__Exercise directions__
Go through the records below and report each line with "вуліца" in it.

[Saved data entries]
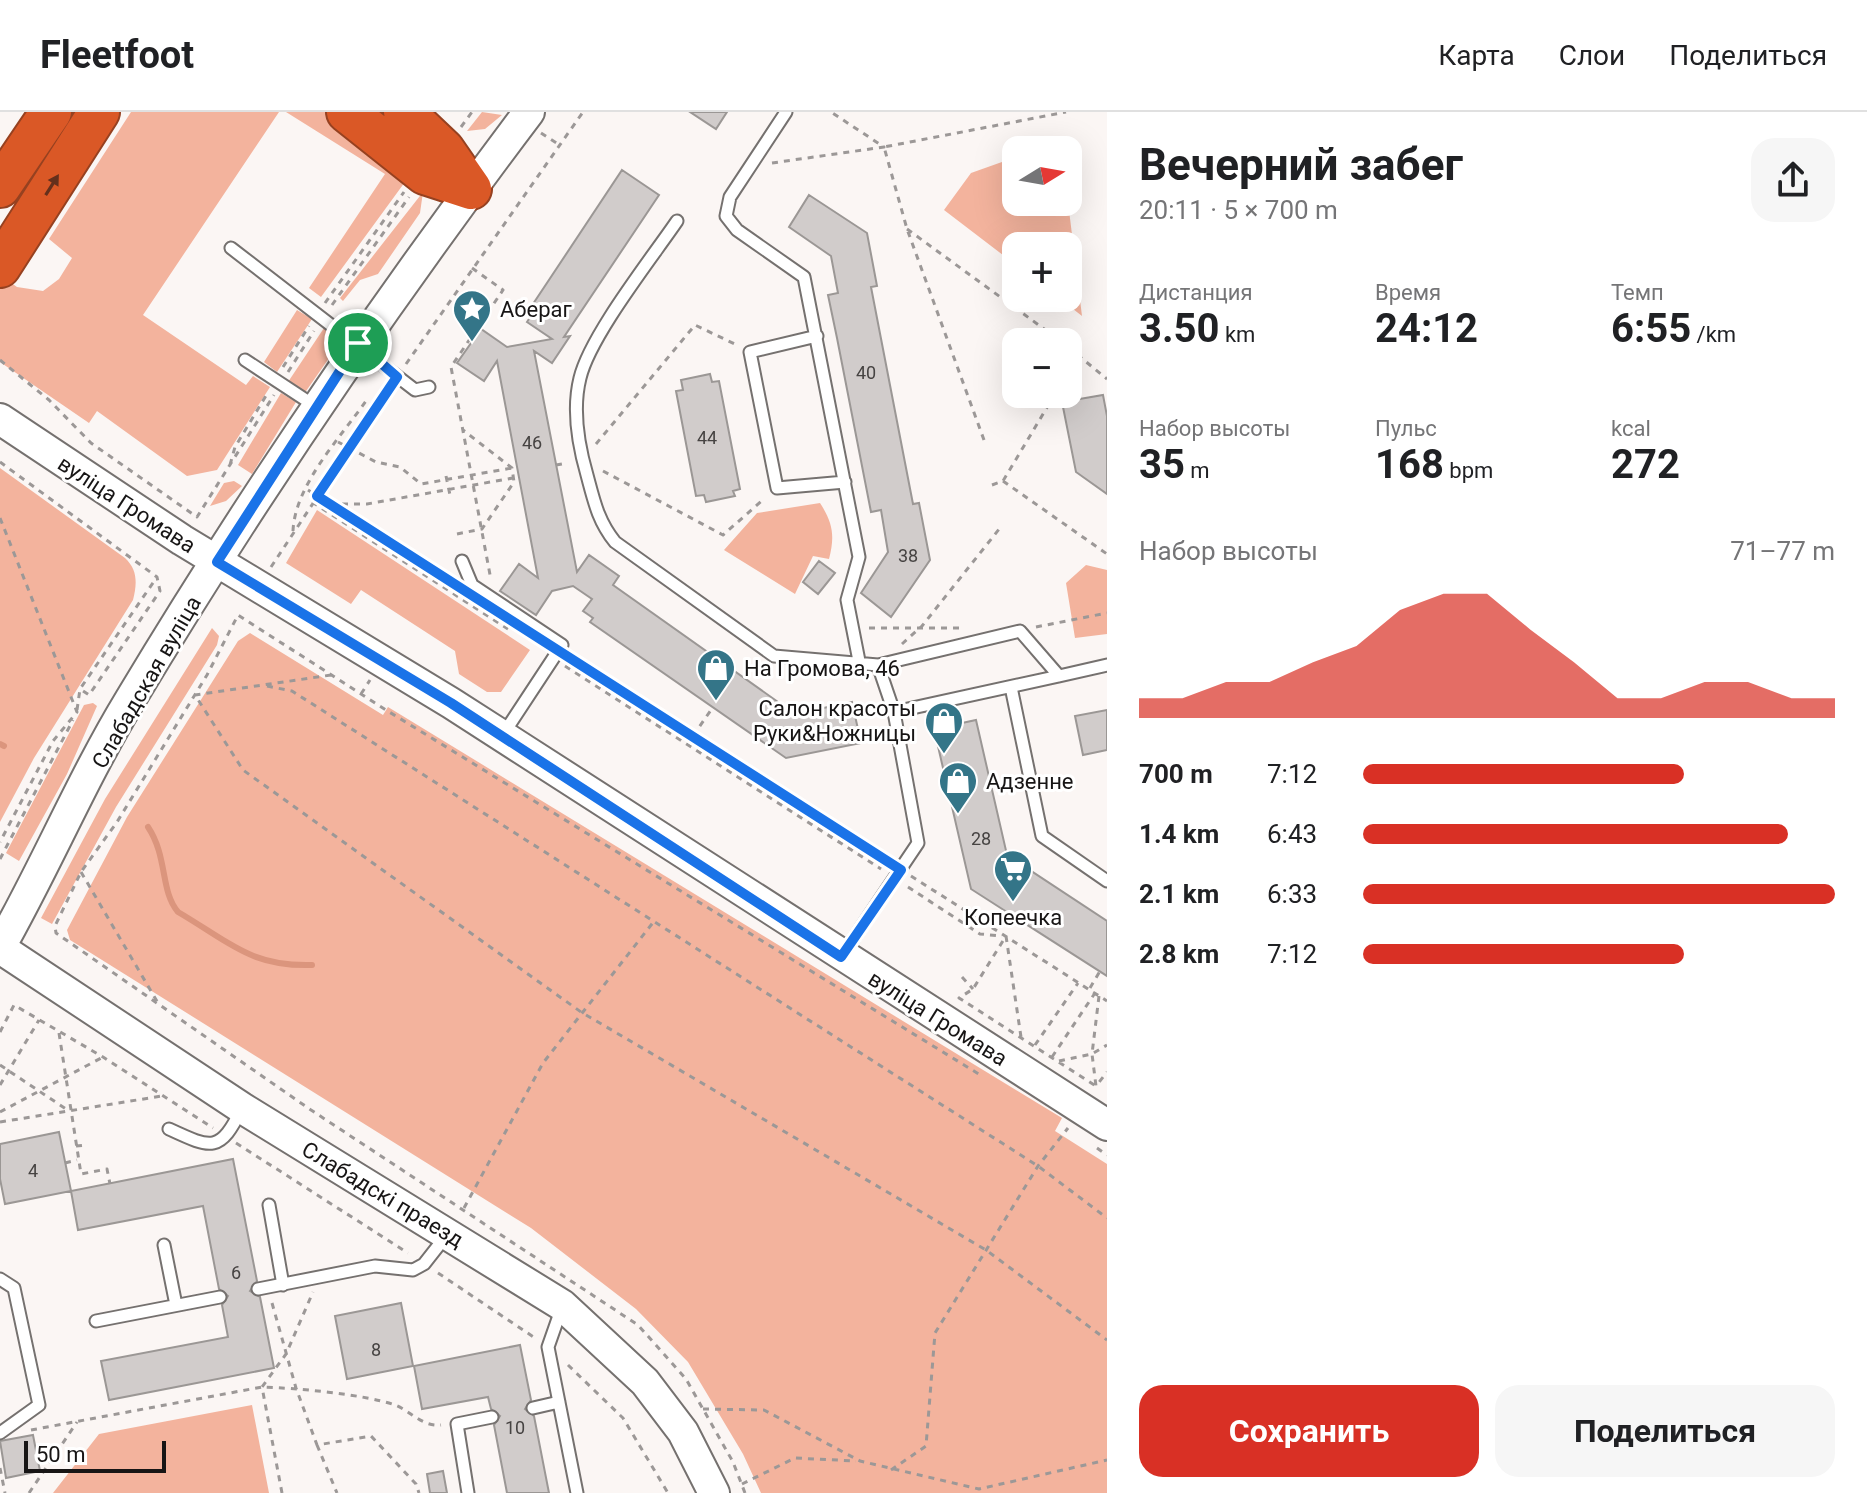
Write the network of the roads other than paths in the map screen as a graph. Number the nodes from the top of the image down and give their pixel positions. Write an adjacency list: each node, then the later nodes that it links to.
1 (51, 112): 7 (highway)
2 (99, 112): 11 (highway, one-way to 2)
3 (347, 112): 8 (highway)
4 (404, 112): 8 (highway)
5 (529, 112): 8 (main road, Слабадская вуліца)
6 (786, 112): 12 (lane)
7 (0, 187)
8 (471, 189): 13 (main road, Слабадская вуліца)
9 (677, 221): 23 (lane)
10 (231, 248): 13 (lane)
11 (5, 259)
12 (817, 336): 18 (lane); 18 (lane)
13 (358, 343): 15 (lane); 16 (main road, Слабадская вуліца)
14 (245, 360): 16 (lane)
15 (429, 387)
16 (318, 408): 20 (main road, Слабадская вуліца)
17 (0, 419): 20 (main road, вуліца Громава)
18 (845, 482): 23 (lane)
19 (462, 561): 27 (lane)
20 (217, 562): 27 (main road, вуліца Громава); 29 (main road, Слабадская вуліца)
21 (878, 665): 23 (lane); 24 (lane); 26 (lane)
22 (1107, 665): 24 (lane)
23 (860, 666)
24 (1059, 676): 25 (lane)
25 (1011, 687): 26 (lane); 28 (lane)
26 (894, 712): 30 (lane)
27 (502, 737): 30 (main road, вуліца Громава)
28 (1107, 881)
29 (0, 948): 31 (main road, Слабадскі праезд)
30 (841, 957): 32 (main road, вуліца Громава)
31 (242, 1108): 33 (lane); 35 (main road, Слабадскі праезд)
32 (1107, 1125)
33 (169, 1129)
34 (269, 1205): 38 (lane)
35 (457, 1220): 38 (lane); 42 (main road, Слабадскі праезд)
36 (164, 1245): 41 (lane)
37 (0, 1279): 47 (lane)
38 (283, 1285): 39 (lane)
39 (263, 1288)
40 (220, 1297): 41 (lane)
41 (176, 1305): 43 (lane)
42 (562, 1305): 44 (lane); 48 (main road, Слабадскі праезд)
43 (96, 1321)
44 (559, 1402): 45 (lane); 50 (lane)
45 (533, 1408)
46 (492, 1417): 49 (lane)
47 (0, 1433)
48 (728, 1489)
49 (468, 1493)
50 (577, 1493)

__Response to the exercise__
5 (529, 112): 8 (main road, Слабадская вуліца)
8 (471, 189): 13 (main road, Слабадская вуліца)
13 (358, 343): 15 (lane); 16 (main road, Слабадская вуліца)
16 (318, 408): 20 (main road, Слабадская вуліца)
17 (0, 419): 20 (main road, вуліца Громава)
20 (217, 562): 27 (main road, вуліца Громава); 29 (main road, Слабадская вуліца)
27 (502, 737): 30 (main road, вуліца Громава)
30 (841, 957): 32 (main road, вуліца Громава)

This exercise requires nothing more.